Anti-Semitism and Islamophobia

  • Given the rise in xenophobic hate crimes against Muslims and Jews since the Brexit referendum, it is important to recognise xenophobic hate with defined terms, where the xenophobia extends beyond intrinsic characteristics. It is important so that the public becomes aware that hatred based on different cultures is unacceptable, and that it is recognised as wrong to attribute beliefs or prejudices to people born into heterogenous religions, and where people identify with religions’ beliefs and cultures to their own individual varying degrees.
  • The International Holocaust Remembrance Alliance (IHRA) has published a ‘working’ definition of anti-Semitism.  According to the author of the definition in his testimony before the US Congress (Kenneth Stern,  2017, pp 7-10), the definition was devised to standardise data collection of the incidence of anti-Semitism.
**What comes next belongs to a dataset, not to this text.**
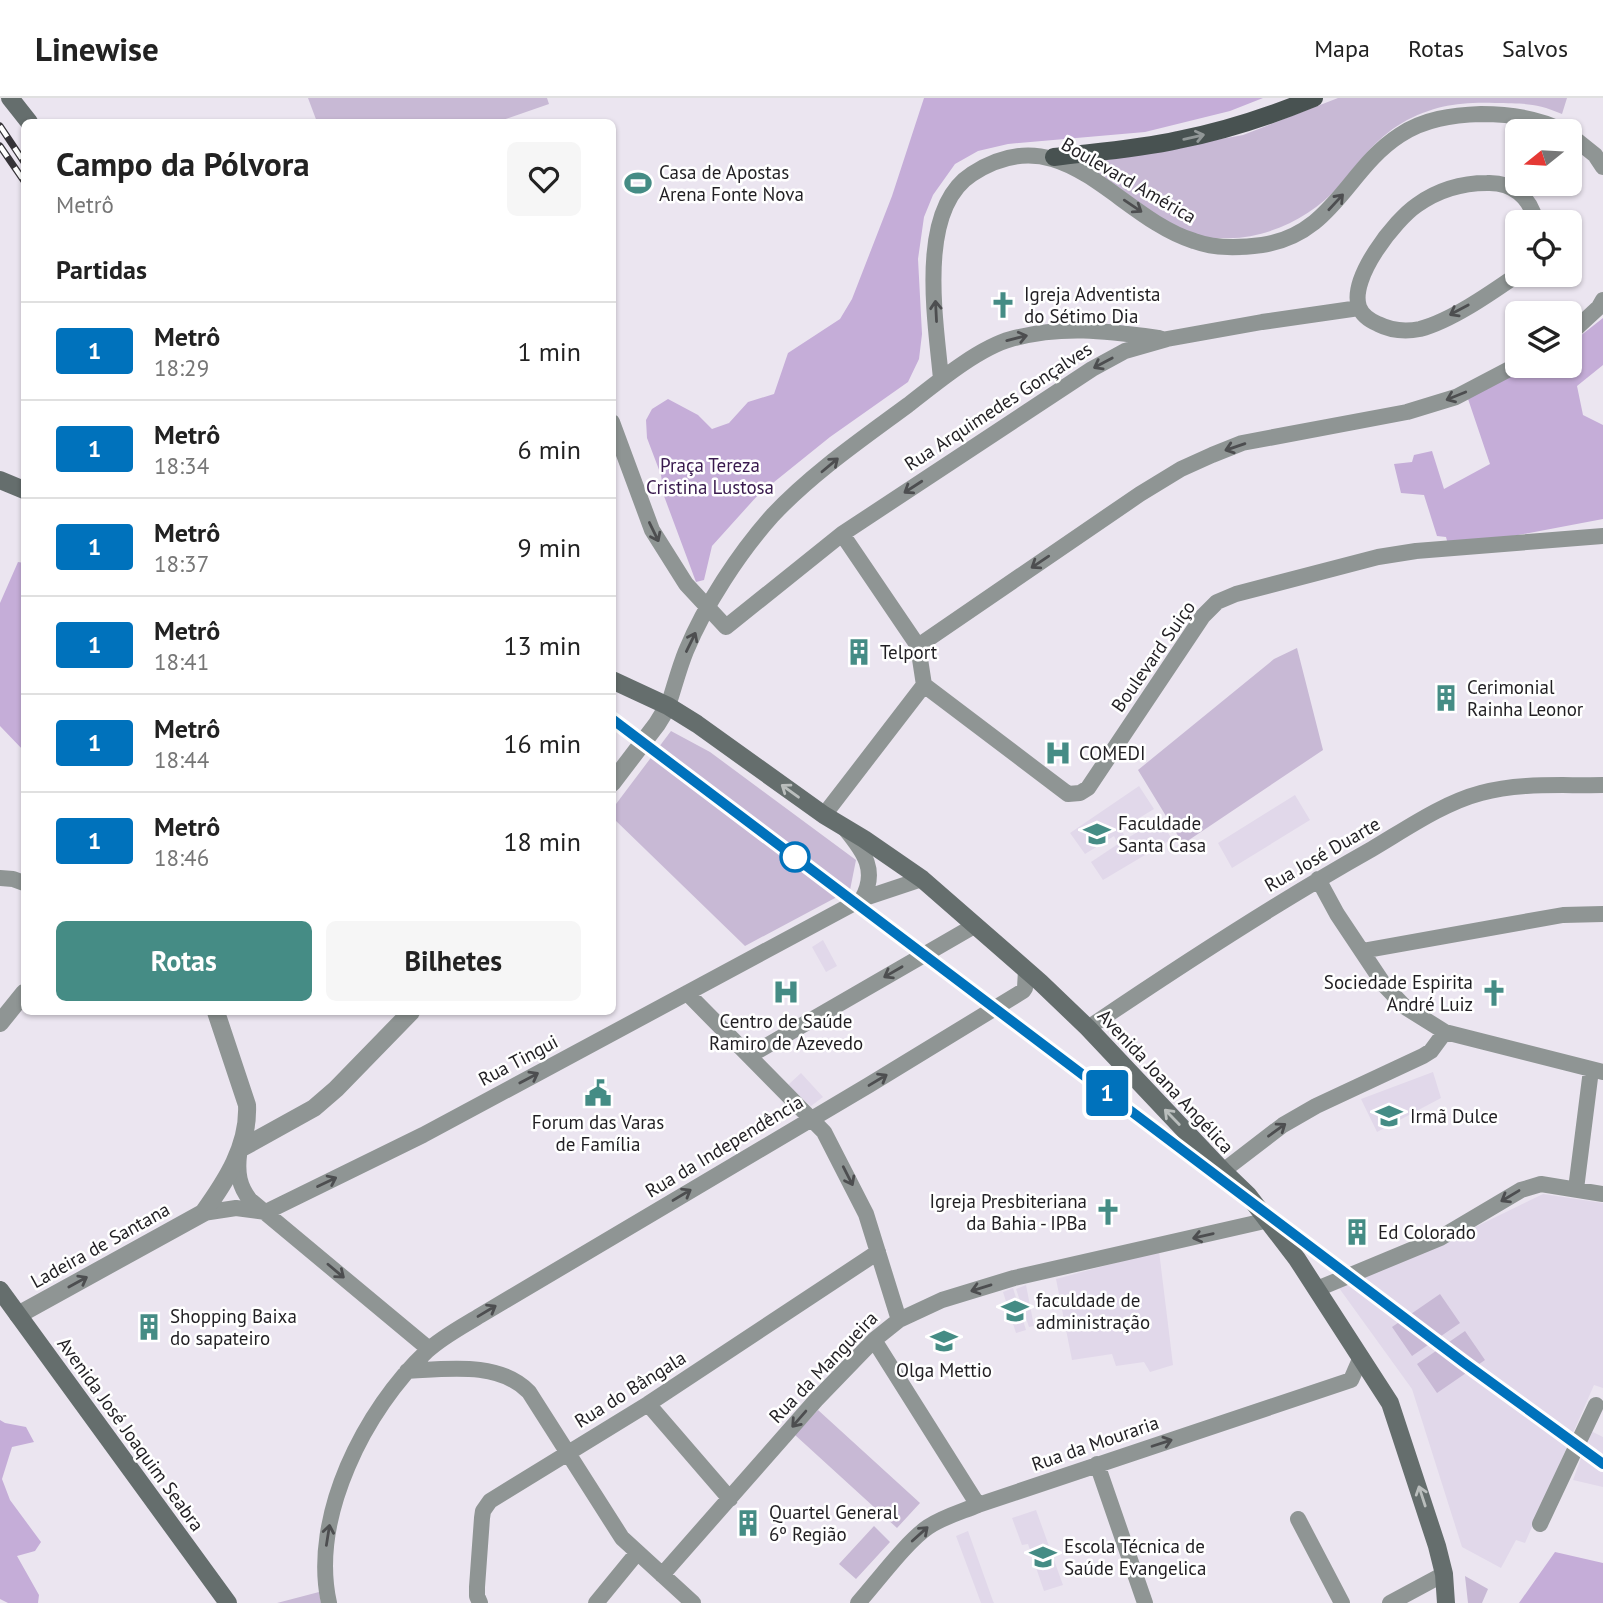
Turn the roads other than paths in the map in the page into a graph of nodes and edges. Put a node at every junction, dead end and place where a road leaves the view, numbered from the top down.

It was not devised to police, to chill academic freedom or political speech. Yet this is what it will do if it is used to police.
  • Geoffrey Robertson QC has stated that the working definition “is imprecise, confusing and open to misinterpretation and even manipulation. It does not cover some insidious forms of anti-Semitism.”
  • While adopting institutions caveat their adoption of the definition that it is not anti-Semitic to criticise the Government of Israel without additional evidence to suggest anti-Semitic intent, and that it is not anti-Semitic to hold the Israeli government to the same standard as other democracies, the caveats do not make it clear that a couple of the IHRA’s examples can be constructed to over-reach and censor political speech and academic freedom when used to police.
  • The All Party Parliamentary Group on Kashmir and All Party Parliamentary Group on British Muslims is now using the IHRA template definition of anti-Semitism to define Islamophobia. The definition suffers similar and additional problems.
  • The following are dangerous problems that the definitions and their accompanying examples beget:
    • To the extent that the concept of ‘race’ is a legitimate one, Islam is not a race. Religion is not intrinsic. It could, however, become racist if person A attributes to person B born into a Muslim household beliefs simply because of what religious tradition person B was born into. Some Islamophobia may be racist, but it is wrong for the APPG definition to state that Islamophobia ‘is a type of racism’, because not all Islamophobia is necessarily racist.
    • IHRA example 6/APPG example 5 [Accusing Jewish/Muslim citizens of being more loyal to Israel/the Ummah, /or to their countries of origin, or to the alleged priorities of Jews/Muslims worldwide, than to the interests of their own nations]: It cannot be anti-Semitic/Islamophobic to state an opinion that nationals are more loyal to the interests of Israel/the Ummah than to their own nation, if their actions suggest that they probably are, as is the case with Shamima Begum. Rahm Emanuel, who has written that it is anti-Semitic to do this, decided to volunteer with the Israel Defence Force during the first Gulf War, rather than with the US armed forces. The example uses the word ‘accuses’. People should not in sensible and civilised discourse claim to know what is going on in the minds of others, but they should be able to question whether a person has dual loyalty.
    • IHRA example 7 [claiming that the existence of a State of Israel is a racist endeavor]: While the example refers to ‘a State of Israel’ rather than ‘the State of Israel’, again, the narrow distance could be used to freeze the critique that the State of Israel was a 20th century colonial enterprise, in the same way that the colonisation of the Americas, South Africa and Oceania were. 
    • APPG example 6: Denying Palestinians or Kashmiris a right to self-determination may not be based on Islamophobia.
      • Jawaharlal Nehru denied self-determination to Kashmiris at a time when doing so ensured the integrity of a new India’s borders. He was also Kashmiri himself, and would not have wanted to see his homeland carved out from the country which he led. The bulk of evidence suggests Nehru was not an Islamophobe. But the APPG definition of Islamophobia could be constructed to present Nehru as an Islamophobe. It would equivalise him to Narendra Modi. The definition obfuscates. It damages politics.

Recommendations:

  • Hate against Jews and against Muslims should be defined precisely and parsimoniously. The Oxford English Dictionary defines anti-Semitism as ‘Hostility to or prejudice against Jews’. However, Lexico.com (powered by Oxford University Press) goes further than ‘hostility to’ in its definition of ‘homophobia‘ as ‘Dislike of or prejudice against homosexual people’. Therefore, anti-Semitism and Islamophobia should be defined respectively as
    • ‘dislike of or prejudice against Jews’.
    • ‘dislike of or prejudice against Muslims’.